His grip tightened around the glass leaving a crack at the rim “That’s not the full story.” He seethed painfully.

“No?” She stepped closer. “Then tell me the full one. Right now.”

Cassian looked at her. “You don’t want the whole truth.”

“You don’t get to decide what I want.”

His voice dropped. “It wasn’t supposed to go that far. We had permits pending, and the land was going to be cleared eventually. The team made a call to move forward. I approved it, yes. But the chemicals—they weren’t part of the original plan. The subcontractor cut corners.”

“And you didn’t stop it?”

“We didn’t find out until it was too late.”

She laughed once, low. “You’ve got excuses ready for everything, don’t you?”

He looked at her, finally really looked at her. “You think I sleep at night?”

“You think I do?”

The silence between them wasn’t peaceful anymore. It was cutting.

She walked to the bedroom.

He followed her.

“Anais,” he said, softer now. “Why are you really digging into all of this?”

She turned to face him. “Because I came back thinking I knew who I married. And now every day, I realize I don’t.”

He didn’t speak.

She stepped forward.

“You could’ve told me about Lina. You could’ve told me about Southbridge. You could’ve treated me like your partner instead of your PR solution.”

“I didn’t know how,” he admitted.

She stared at him. “Then you shouldn’t have married me again.”

That landed harder than she expected.

Cassian stepped back. Just slightly.

Like something inside him gave out.

She left the room.

Not storming.

Not slamming doors.

Just walking away from the man who kept asking for loyalty and offering shadows in return.

That night, a new message came in.

Same unknown number.

He’s not done lying. Check the second floor of his office. Behind the painting.

She stared at the text.

Then got up, grabbed her sweater, and walked back down the hall.

Cassian’s home office was dark just as she had left it the previous day.She didn’t turn on the light.

The second floor was more like a private mezzanine—glass-railed, minimalist, and barely used.

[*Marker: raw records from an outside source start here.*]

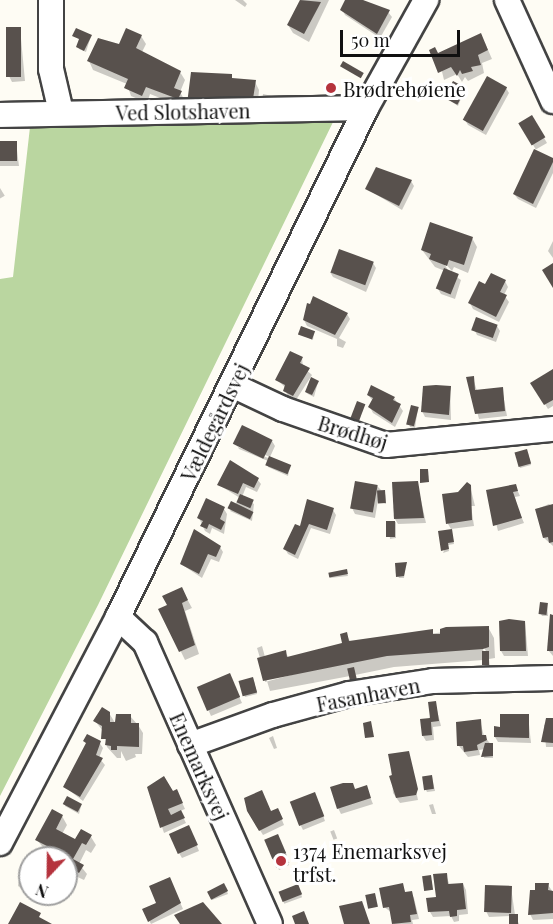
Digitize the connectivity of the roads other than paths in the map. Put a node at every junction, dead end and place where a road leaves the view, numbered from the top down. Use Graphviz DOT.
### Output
graph roads {
  1 [pos="51,0"];
  2 [pos="426,0"];
  3 [pos="507,0"];
  4 [pos="553,101"];
  5 [pos="366,108"];
  6 [pos="61,112"];
  7 [pos="0,115"];
  8 [pos="232,385"];
  9 [pos="553,429"];
  10 [pos="118,617"];
  11 [pos="553,678"];
  12 [pos="190,745"];
  13 [pos="0,843"];
  14 [pos="270,924"];
  1 -- 6 [label="street"];
  2 -- 5 [label="street, Vældegårdsvej"];
  3 -- 4 [label="street"];
  5 -- 6 [label="street, Ved Slotshaven"];
  5 -- 8 [label="street, Vældegårdsvej"];
  6 -- 7 [label="street, Ved Slotshaven"];
  8 -- 9 [label="street, Brødhøj"];
  8 -- 10 [label="street, Vældegårdsvej"];
  10 -- 12 [label="street, Enemarksvej"];
  10 -- 13 [label="street, Vældegårdsvej"];
  11 -- 12 [label="street, Fasanhaven"];
  12 -- 14 [label="street, Enemarksvej"];
}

The painting hung above the bookshelf. Abstract. All cold angles and sharp streaks of black and gray.

She tilted it.

Behind it—nothing at first.

Then a magnetic click.

A slim panel slid open in the wall.

Inside: a leather notebook. Locked.

And a small white envelope. No seal. Just her name in Cassian’s handwriting.

She took it.

Walked back to her room.

Opened it slowly.

Inside, a single sheet of paper.

One line.

If you read this, I’ve already lost you. But I loved you anyway.

Anais stared at it for a long, long time.

And for the first time in days, she cried.

Not because she was weak.

Not because she’d been hurt.

But because somewhere in this twisted, broken mess of secrets and business and silence—she still loved him too.

And that terrified her more than anything.